DC Foreclosures Compared to National Increases
Foreclosure Filings in U.S. Increase 7%
Five states accounted for 53 percent of all U.S. filings.
California (#1 at 55,312) and Nevada, Arizona, Florida and Michigan in top five according to data provided by RealtyTrac.
Bloomberg reports that U.S. foreclosure filings rose 7 percent in October to a seven-month high as lenders started to speed up action against delinquent borrowers after a yearlong review into documentation, according to a RealtyTrac report that one in every 563 U.S. households got a filing.
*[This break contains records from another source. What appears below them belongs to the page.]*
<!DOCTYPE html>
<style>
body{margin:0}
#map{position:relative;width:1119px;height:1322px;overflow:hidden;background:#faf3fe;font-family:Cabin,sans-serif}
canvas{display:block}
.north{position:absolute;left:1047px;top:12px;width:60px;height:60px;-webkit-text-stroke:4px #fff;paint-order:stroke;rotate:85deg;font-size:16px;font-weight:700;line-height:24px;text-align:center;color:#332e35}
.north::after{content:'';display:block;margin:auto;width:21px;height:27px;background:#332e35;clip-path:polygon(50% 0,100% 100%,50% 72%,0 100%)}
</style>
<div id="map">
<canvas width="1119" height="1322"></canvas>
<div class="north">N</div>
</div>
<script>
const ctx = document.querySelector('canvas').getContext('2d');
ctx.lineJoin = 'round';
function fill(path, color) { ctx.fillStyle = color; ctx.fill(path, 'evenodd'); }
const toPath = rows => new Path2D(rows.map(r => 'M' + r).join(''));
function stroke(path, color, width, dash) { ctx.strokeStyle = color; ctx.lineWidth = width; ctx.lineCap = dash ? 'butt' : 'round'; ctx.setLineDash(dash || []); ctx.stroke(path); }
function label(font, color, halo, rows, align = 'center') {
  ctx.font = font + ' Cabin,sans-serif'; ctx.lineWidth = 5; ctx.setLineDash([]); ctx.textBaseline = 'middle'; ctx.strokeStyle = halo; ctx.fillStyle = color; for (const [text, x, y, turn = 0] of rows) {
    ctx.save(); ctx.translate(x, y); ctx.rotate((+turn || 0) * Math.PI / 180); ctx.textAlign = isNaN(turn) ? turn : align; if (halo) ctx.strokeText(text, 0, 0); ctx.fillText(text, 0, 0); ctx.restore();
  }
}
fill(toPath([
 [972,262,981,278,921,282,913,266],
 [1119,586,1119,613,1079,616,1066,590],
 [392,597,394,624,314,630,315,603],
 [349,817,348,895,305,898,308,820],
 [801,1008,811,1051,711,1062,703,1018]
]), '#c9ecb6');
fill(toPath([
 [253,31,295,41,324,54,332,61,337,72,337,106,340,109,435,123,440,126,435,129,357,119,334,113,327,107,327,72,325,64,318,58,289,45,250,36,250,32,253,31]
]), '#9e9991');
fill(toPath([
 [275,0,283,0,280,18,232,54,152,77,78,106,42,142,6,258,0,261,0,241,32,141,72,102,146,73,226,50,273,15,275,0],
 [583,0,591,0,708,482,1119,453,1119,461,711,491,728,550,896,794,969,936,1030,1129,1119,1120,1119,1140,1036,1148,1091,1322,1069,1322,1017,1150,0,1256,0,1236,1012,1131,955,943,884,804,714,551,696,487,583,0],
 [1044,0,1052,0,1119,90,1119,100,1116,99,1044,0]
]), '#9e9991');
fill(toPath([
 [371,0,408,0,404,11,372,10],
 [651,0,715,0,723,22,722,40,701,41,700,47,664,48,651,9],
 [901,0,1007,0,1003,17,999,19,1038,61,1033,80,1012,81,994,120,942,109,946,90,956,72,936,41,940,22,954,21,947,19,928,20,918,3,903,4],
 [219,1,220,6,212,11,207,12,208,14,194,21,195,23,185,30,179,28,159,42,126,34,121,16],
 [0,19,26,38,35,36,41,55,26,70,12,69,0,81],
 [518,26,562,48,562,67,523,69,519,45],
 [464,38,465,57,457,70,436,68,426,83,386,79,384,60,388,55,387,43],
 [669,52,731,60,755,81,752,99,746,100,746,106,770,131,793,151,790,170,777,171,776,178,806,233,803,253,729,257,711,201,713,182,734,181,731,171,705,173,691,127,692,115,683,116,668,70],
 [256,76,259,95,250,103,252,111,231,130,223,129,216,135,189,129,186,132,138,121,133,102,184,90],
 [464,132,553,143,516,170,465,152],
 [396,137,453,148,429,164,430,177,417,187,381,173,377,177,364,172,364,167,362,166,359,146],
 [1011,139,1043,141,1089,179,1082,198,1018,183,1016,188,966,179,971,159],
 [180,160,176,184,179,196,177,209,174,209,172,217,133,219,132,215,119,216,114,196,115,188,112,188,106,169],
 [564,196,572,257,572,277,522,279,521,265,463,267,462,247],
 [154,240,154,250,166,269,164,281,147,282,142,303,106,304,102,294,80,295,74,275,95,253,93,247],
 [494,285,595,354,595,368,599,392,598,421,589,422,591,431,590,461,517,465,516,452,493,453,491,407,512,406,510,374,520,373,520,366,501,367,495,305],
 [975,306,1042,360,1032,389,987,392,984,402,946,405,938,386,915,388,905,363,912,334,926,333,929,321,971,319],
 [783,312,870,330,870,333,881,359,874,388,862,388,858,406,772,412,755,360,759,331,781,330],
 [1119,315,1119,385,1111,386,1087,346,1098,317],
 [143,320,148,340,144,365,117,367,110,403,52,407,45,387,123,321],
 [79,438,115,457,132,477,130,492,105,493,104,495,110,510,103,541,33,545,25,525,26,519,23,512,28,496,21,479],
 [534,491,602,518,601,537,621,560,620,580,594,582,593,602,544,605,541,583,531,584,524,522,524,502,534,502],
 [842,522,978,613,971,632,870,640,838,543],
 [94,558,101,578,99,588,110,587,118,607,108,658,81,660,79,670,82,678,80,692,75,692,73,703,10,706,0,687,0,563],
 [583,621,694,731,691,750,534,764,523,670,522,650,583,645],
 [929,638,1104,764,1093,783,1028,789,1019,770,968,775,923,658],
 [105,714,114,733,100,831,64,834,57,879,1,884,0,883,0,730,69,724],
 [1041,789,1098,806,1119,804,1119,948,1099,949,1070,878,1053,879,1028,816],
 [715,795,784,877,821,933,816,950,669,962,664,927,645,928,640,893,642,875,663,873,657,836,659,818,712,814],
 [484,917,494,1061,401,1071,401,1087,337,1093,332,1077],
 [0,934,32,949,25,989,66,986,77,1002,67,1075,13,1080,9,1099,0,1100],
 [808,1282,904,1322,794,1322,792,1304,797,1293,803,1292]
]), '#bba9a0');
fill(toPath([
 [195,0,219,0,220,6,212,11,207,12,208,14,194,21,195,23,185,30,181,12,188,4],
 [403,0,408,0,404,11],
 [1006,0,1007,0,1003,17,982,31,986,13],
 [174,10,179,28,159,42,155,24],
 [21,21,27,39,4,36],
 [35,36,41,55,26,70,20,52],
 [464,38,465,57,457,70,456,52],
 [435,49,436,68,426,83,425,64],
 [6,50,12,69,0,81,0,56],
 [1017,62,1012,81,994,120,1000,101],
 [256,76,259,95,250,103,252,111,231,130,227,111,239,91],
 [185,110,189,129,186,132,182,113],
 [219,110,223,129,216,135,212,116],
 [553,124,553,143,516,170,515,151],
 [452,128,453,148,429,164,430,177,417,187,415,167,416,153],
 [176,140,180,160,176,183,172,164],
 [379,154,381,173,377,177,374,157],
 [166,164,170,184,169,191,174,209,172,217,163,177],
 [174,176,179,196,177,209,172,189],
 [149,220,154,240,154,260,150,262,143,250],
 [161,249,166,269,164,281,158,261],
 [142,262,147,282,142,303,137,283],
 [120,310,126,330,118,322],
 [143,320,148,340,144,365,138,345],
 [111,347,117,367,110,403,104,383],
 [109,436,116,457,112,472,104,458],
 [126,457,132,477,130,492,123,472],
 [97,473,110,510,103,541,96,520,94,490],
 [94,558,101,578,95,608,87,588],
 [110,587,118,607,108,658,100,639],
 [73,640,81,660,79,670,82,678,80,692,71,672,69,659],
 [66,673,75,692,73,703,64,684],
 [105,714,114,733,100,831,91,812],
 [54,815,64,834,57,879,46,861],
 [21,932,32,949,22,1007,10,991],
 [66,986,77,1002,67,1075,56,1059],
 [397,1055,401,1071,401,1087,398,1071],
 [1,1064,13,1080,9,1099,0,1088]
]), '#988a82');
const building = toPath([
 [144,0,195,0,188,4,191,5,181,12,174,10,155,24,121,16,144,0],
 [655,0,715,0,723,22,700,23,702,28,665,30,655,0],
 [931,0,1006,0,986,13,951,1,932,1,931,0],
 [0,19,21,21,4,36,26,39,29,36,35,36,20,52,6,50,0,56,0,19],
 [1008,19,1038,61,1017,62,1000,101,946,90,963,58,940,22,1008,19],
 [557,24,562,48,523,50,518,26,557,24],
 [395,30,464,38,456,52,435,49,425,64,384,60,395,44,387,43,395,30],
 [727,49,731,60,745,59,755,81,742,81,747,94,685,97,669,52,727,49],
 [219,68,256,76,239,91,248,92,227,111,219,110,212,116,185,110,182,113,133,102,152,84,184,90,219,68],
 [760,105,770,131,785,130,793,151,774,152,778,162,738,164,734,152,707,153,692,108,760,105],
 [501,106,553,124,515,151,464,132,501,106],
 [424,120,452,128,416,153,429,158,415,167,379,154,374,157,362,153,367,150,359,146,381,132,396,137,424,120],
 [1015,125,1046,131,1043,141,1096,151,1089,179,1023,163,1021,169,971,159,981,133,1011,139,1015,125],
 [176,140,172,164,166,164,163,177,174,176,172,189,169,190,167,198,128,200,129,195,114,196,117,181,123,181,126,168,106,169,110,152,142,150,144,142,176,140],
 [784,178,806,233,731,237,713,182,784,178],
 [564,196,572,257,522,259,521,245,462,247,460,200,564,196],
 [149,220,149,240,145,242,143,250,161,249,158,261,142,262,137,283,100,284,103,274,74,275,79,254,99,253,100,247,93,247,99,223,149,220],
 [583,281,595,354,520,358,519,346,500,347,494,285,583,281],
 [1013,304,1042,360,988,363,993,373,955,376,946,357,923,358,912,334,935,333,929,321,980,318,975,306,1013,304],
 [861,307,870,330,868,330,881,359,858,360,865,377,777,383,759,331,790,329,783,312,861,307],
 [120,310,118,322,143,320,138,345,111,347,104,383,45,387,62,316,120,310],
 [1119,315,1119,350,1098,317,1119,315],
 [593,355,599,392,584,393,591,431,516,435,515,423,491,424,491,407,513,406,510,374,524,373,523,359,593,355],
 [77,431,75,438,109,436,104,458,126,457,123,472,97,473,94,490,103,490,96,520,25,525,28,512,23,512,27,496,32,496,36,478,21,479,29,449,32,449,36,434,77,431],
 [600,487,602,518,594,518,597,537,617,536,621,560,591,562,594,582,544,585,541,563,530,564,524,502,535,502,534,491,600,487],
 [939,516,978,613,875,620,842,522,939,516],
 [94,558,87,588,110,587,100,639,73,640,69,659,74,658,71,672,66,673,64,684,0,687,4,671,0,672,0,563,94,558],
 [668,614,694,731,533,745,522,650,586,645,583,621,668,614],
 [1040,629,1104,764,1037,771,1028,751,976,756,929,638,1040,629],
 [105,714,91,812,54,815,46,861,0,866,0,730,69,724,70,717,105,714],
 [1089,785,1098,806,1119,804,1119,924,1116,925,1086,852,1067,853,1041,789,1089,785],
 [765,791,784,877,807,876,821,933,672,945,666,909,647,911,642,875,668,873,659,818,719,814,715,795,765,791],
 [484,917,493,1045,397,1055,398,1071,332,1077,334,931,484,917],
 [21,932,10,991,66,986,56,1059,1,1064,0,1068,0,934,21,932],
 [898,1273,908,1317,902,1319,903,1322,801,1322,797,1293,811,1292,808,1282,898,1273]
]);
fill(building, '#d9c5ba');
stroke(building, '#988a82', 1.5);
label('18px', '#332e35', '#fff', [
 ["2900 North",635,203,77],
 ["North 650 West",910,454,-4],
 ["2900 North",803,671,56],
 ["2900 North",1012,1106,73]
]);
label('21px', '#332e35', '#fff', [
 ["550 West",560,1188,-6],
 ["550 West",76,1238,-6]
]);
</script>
Filings are mounting once again after dropping nearly 31% since October 2010, when banks and loan servicers were forced to deal with complaints about their foreclosure processes.
Washington D.C. has fared better than any U.S. location during the housing crisis, but still had increases in foreclosures during the recession. The D.C. foreclosure picture is a bit skewed due to conflict over controversial measures taken to protect D.C. homeowners.
Two large title insurers stopped insuring sales of foreclosed homes in November of 2010 over concerns with the District’s foreclosure mediation legislation and the D.C. Council was forced to enact emergency legislation to amend a particular clause.
According to the Washington Post article; “Fidelity and First American had argued that the council’s law, which requires lenders to begin mediation with a homeowner before foreclosing on a home, was too broad and posed too much risk for them in insuring foreclosed properties.
To allay their concerns, the council took out a controversial clause, which said that any violation of the law would void a foreclosure sale, and replaced it with specific language endorsed by the D.C. Land Title Association about what constitutes a violation.”